- _DATA FOR PROCESSING_
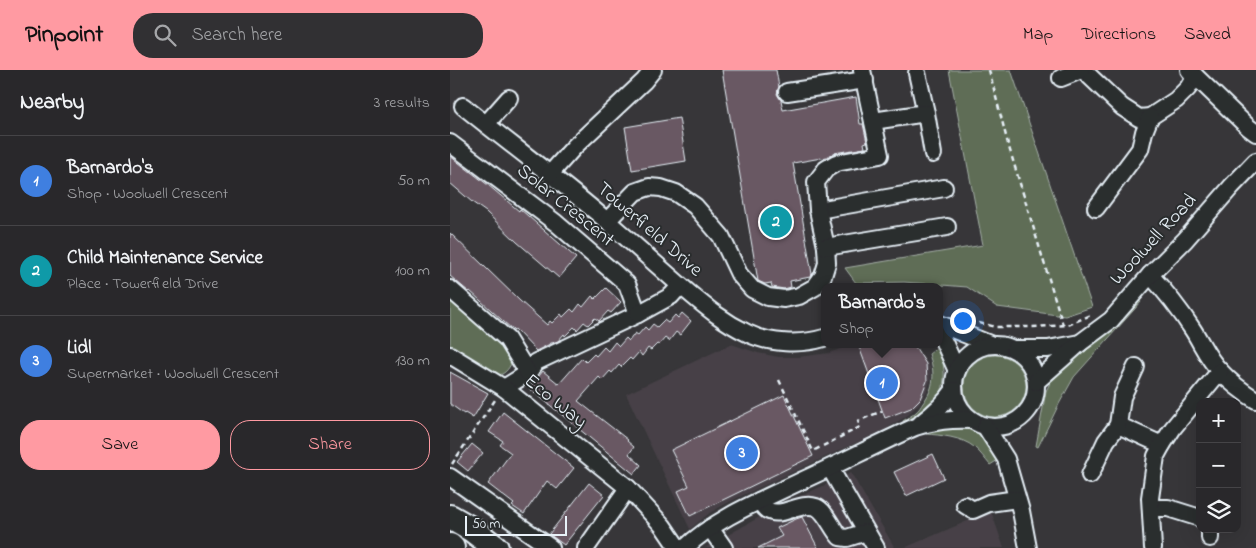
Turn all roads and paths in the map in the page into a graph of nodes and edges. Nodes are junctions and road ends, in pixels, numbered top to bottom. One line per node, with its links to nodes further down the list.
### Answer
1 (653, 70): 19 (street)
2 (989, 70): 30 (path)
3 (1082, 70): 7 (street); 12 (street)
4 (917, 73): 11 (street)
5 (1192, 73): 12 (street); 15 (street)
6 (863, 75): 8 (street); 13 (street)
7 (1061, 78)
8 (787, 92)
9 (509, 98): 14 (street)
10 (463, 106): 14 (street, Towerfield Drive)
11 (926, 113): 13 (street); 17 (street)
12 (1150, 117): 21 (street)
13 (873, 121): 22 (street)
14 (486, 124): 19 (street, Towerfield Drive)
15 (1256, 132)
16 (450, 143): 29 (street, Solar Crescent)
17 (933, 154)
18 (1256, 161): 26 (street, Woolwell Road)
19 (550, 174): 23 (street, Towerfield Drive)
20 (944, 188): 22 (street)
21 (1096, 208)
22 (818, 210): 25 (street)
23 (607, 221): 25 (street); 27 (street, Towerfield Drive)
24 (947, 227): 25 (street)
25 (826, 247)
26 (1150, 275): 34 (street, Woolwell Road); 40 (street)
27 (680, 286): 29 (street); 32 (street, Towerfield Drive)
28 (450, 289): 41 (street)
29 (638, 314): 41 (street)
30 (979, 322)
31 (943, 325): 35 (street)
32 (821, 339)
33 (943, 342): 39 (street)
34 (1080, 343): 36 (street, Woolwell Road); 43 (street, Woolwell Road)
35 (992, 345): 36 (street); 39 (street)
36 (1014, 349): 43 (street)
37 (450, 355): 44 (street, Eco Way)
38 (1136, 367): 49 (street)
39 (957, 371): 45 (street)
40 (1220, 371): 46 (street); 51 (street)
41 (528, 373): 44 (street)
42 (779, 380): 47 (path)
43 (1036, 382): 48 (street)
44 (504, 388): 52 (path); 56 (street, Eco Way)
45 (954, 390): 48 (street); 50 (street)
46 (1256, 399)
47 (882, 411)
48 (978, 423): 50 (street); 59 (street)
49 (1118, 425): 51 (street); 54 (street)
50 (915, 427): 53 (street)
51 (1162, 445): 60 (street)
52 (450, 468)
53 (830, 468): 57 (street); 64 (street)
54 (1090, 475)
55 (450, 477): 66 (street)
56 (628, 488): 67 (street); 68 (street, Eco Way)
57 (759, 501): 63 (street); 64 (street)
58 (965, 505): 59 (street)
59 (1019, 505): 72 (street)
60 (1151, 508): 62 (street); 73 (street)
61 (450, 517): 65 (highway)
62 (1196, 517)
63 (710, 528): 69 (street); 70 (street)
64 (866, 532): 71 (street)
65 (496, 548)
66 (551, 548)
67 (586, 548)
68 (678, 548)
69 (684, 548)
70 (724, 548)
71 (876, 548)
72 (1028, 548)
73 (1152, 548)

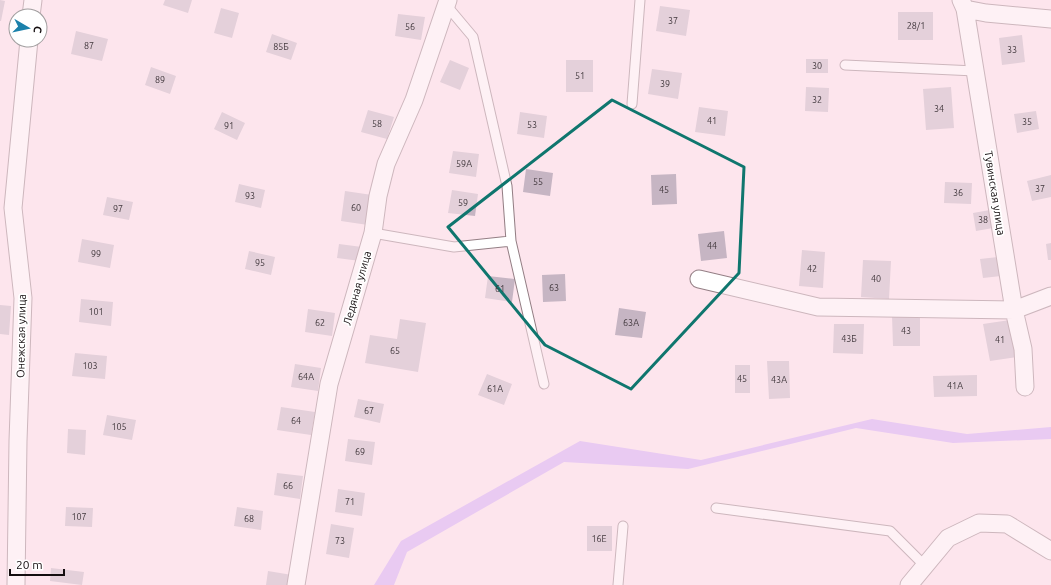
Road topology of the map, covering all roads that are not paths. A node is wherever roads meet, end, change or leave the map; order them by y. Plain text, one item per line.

---

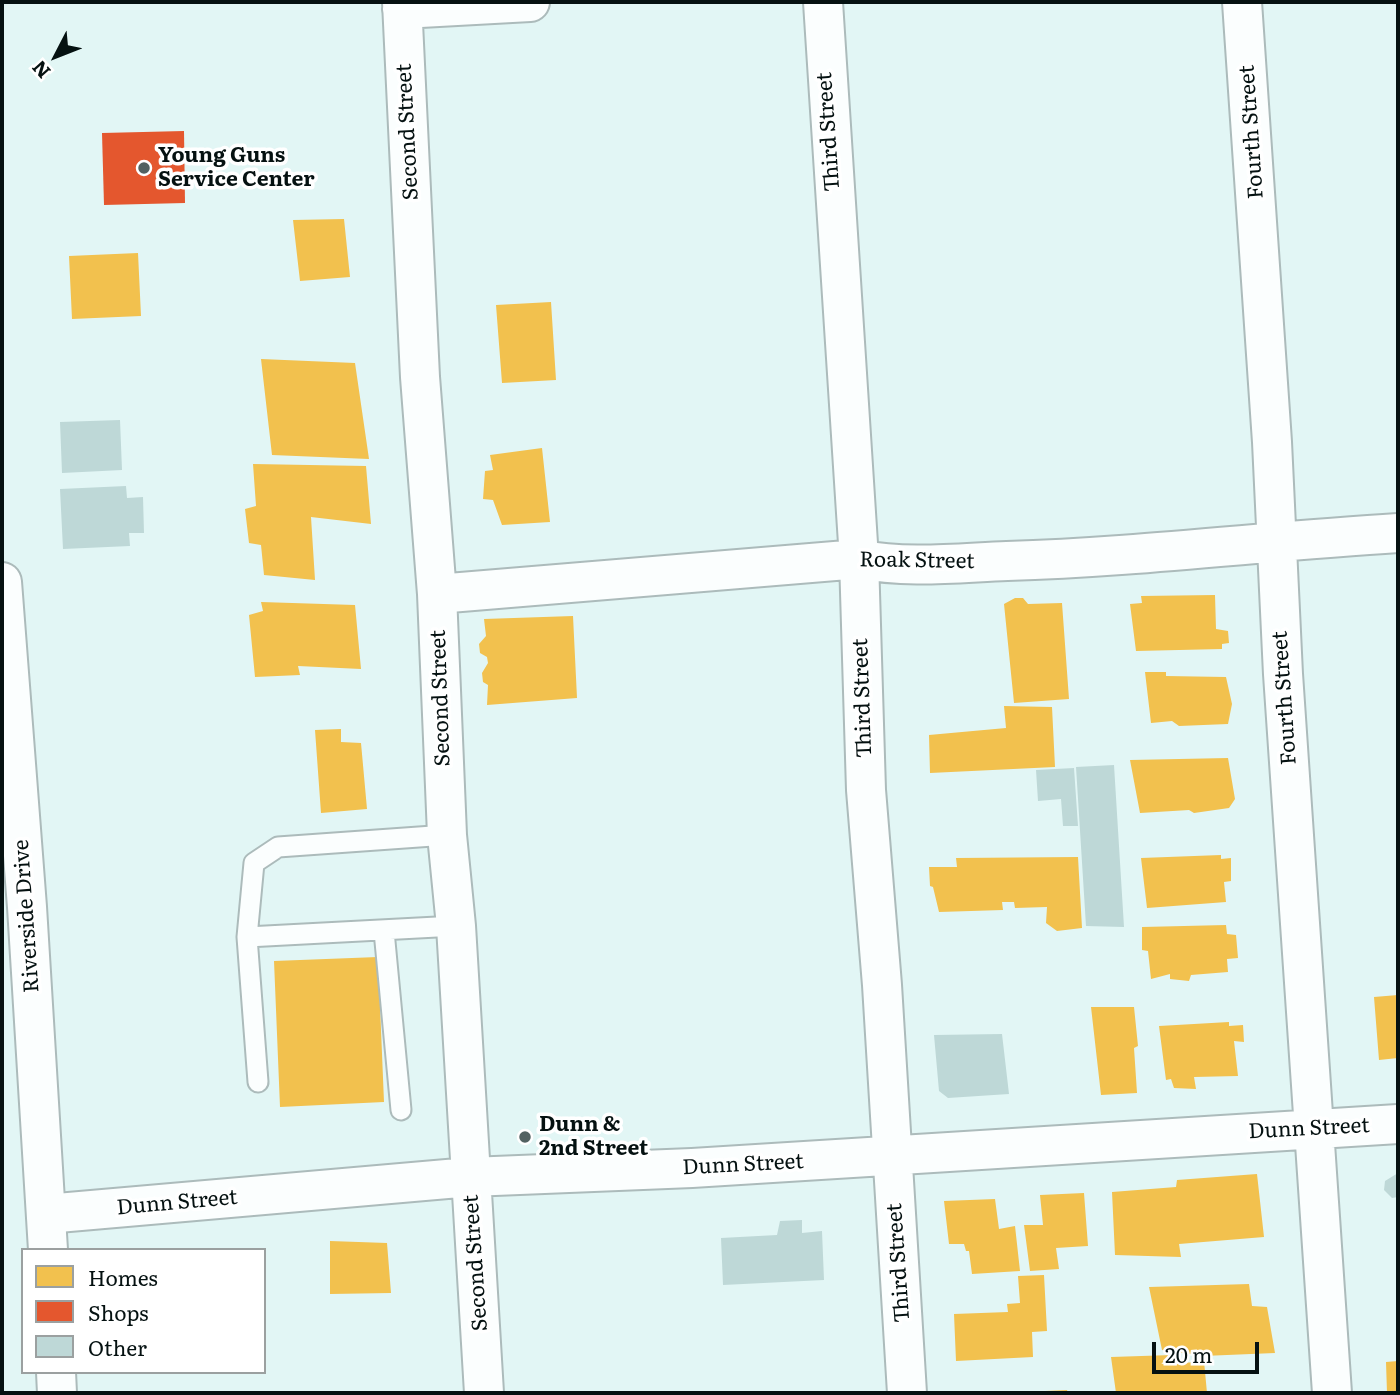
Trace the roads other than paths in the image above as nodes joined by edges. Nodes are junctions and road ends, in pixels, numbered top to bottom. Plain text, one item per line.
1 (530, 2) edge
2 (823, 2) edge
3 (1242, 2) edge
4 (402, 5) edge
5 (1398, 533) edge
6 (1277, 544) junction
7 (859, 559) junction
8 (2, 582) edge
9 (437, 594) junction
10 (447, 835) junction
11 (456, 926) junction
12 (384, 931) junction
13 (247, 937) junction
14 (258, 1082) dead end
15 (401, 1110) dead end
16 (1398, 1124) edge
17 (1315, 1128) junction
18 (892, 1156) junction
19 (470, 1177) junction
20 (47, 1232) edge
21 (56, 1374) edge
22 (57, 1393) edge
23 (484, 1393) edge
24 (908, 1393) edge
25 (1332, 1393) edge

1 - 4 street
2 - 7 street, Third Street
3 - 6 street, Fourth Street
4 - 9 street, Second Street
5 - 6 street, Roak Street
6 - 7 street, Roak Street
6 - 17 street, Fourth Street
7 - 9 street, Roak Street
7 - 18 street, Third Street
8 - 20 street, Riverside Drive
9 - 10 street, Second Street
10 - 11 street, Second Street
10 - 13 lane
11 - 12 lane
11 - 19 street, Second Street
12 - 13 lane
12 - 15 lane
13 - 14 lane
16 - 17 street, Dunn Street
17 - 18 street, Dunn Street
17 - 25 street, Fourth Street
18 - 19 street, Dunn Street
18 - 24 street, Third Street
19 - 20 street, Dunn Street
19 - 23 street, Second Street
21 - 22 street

---

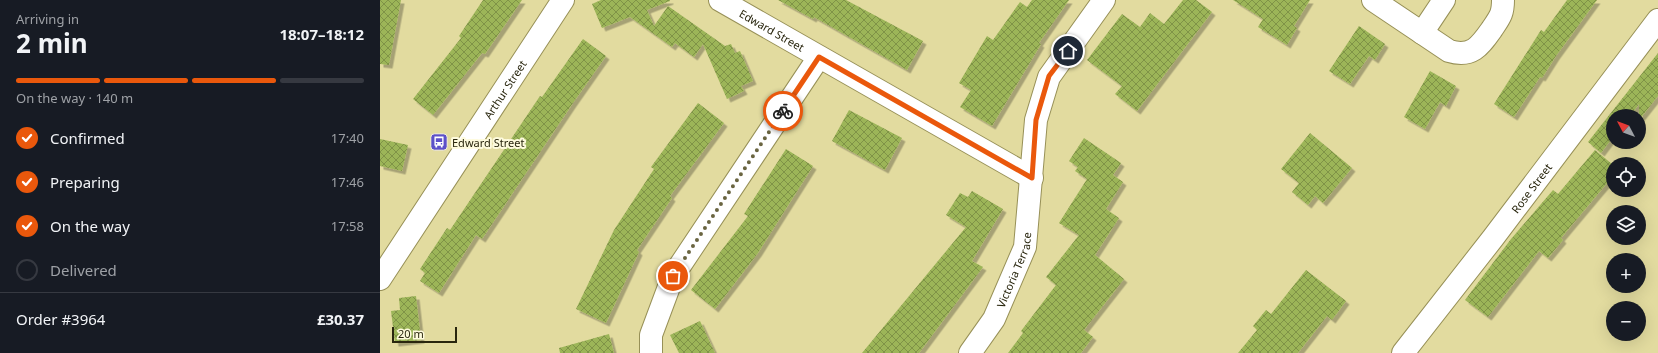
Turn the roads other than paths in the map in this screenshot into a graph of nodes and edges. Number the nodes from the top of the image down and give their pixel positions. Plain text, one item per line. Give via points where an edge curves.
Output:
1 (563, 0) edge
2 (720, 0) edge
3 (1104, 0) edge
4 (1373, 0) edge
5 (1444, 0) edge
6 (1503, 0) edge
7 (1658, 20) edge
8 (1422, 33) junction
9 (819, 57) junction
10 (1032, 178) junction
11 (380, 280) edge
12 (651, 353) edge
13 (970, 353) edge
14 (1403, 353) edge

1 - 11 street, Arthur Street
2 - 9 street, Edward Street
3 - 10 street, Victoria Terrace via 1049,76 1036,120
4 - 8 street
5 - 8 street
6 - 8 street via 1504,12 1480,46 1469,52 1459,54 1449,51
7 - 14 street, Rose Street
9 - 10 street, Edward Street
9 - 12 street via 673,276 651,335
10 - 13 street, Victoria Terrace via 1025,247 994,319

- _WHAT YOU HAVE TO DO_
Retrieve all lines from the data that contain the string "down".

- _WORKED SOLUTION_
Turn all roads and paths in the map in the page into a graph of nodes and edges. Nodes are junctions and road ends, in pixels, numbered top to bottom. One line per node, with its links to nodes further down the list.
Turn the roads other than paths in the map in this screenshot into a graph of nodes and edges. Number the nodes from the top of the image down and give their pixel positions. Plain text, one item per line. Give via points where an edge curves.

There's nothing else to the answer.